В молескин юноше, обдумывающему житьё:
Faced with the choice between changing one’s mind and proving that there is no need to do so, almost everyone gets busy on the proof.
То есть: «столкнувшись с выбором между изменением своего мнения и доказательством того, почему этого делать не надо, почти все принимаются за доказательство».
Джон Кеннет Гэлбрейт, американский экономист, большой поклонник и проповедник кейнсианства написал это 60 лет назад. Фраза мудрая и приложимая ко множеству бытовых ситуаций, так что юноше пригодится.
Процитированное наставление было, однако, адресовано не юношам, а коллегам Гэлбрейта, отринувшим благодать учения Джона Мейнарда Кейнса. Вообще плутание экономической мысли между разнообразными вариантами классической экономики и кейнсианства — это довольно забавная история, при пристальном рассмотрении весьма разрушительная для веры в научность экономики.

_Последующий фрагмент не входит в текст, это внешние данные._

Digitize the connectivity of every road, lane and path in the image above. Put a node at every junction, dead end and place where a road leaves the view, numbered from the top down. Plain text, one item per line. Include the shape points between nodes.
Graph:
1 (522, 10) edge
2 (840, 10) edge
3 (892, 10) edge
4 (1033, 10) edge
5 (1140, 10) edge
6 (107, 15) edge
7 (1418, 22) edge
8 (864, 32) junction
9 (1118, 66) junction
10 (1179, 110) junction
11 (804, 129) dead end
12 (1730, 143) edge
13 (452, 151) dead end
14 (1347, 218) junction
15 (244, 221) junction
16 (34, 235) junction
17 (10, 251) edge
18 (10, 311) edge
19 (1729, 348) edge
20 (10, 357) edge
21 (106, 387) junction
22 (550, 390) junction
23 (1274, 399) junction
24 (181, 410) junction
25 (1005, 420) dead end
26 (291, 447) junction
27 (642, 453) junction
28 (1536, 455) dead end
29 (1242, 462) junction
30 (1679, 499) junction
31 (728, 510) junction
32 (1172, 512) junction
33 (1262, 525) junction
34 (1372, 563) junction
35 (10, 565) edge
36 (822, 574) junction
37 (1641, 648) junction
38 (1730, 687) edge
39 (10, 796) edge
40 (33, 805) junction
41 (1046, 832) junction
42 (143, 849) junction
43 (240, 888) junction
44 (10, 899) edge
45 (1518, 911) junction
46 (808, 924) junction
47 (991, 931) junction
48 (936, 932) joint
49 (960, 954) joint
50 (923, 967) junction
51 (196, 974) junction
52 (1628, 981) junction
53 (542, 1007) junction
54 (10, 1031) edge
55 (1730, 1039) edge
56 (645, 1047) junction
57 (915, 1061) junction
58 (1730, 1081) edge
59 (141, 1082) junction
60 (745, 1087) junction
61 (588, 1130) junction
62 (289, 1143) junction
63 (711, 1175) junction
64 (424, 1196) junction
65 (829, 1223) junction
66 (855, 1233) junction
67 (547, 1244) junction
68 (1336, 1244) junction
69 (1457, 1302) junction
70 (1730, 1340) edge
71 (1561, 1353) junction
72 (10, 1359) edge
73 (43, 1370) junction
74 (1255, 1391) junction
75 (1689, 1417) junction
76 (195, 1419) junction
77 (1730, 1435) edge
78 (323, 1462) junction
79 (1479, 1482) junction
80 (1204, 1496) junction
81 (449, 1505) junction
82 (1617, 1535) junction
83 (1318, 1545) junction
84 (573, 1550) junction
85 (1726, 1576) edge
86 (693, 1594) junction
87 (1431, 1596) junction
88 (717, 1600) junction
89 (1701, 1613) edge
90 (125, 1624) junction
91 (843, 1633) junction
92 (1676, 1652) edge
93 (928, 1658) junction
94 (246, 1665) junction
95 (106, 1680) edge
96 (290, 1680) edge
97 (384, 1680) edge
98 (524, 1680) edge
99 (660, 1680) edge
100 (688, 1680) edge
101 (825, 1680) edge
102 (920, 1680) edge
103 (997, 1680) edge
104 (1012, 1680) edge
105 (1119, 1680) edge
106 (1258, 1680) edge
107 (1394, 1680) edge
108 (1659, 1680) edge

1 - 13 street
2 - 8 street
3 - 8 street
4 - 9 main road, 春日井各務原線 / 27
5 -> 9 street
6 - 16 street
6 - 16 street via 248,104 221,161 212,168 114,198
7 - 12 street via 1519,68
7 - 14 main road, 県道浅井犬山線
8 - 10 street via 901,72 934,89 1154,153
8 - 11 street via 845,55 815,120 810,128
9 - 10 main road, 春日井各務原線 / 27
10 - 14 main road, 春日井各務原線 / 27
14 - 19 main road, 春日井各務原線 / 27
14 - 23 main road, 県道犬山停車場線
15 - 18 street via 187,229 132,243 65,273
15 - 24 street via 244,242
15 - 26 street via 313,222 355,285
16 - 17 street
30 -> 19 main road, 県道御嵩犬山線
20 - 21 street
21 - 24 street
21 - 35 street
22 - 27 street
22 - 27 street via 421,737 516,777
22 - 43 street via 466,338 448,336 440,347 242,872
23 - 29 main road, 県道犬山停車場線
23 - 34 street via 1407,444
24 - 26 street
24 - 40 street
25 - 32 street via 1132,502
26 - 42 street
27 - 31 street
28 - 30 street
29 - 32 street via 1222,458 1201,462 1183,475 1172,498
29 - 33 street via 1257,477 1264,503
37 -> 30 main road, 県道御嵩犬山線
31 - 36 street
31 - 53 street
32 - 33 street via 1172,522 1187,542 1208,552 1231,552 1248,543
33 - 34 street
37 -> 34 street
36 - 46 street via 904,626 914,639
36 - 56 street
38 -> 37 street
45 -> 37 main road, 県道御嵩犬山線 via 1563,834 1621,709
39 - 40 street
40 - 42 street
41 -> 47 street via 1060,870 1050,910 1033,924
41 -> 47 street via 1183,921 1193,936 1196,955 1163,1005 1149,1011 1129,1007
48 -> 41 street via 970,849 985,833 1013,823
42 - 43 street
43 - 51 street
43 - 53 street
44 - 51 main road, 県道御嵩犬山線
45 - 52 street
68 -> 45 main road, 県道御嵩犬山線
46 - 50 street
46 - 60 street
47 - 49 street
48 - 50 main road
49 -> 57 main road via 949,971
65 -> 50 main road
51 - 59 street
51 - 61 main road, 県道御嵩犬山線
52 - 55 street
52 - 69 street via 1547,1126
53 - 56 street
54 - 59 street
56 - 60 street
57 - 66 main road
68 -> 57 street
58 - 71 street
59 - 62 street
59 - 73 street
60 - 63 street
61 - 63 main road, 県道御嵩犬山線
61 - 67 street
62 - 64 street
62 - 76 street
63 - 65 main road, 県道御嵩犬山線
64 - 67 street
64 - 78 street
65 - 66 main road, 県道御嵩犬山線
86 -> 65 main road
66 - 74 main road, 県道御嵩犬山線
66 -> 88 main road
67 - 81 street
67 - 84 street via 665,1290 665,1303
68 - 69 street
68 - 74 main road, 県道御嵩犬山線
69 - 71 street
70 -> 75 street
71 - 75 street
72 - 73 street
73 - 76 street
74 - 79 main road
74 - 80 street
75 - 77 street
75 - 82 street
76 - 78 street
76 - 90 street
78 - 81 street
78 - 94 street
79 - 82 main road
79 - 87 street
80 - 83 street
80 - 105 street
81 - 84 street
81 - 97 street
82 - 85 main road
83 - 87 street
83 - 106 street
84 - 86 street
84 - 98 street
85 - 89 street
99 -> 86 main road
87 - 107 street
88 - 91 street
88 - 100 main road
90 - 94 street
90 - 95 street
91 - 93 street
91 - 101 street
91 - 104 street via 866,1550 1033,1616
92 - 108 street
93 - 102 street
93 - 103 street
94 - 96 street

Представим себе небольшой городок, в котором есть мастерская, выпускающая стулья. В соответствии с классической экономической теорией — той самой адам-смитовской «невидимой рукой рынка» — мастерская эта произведёт столько стульев, сколько в состоянии купить жители городка. В разгар стулотворения классическая теория прекрасно работает, проблемы начинаются тогда, когда горожане перестают покупать новые стулья. На вопрос, что в этой ситуации делать мебельщику, классическая экономика отвечает: да что угодно. Переквалифицироваться в гончара, например — в городе дефицит горшков.
Такой динамизм выглядит красиво в журнальных статьях, но не в жизни. В реальности мебельщик не стяжает успехов у гончарного круга, будучи вытеснен с этого рынка более опытными гончарами. Придётся ему продавать мастерскую и эмигрировать в колонии.
И тут на авансцену выходят кейнсиане и поют песню о том, что саморегуляция рынков — вредная ересь, что ничего само по себе не регулируется, и во всём необходима твёрдая направляющая рука мудрого государства. Зачем доброму мебельщику бежать в колонии, — поёт кейнсианский хор, — есть способ лучше! Государство должно дать ему заказ на изготовление табуреток для ближайшей казармы, и мастерская оживёт. Так и происходит.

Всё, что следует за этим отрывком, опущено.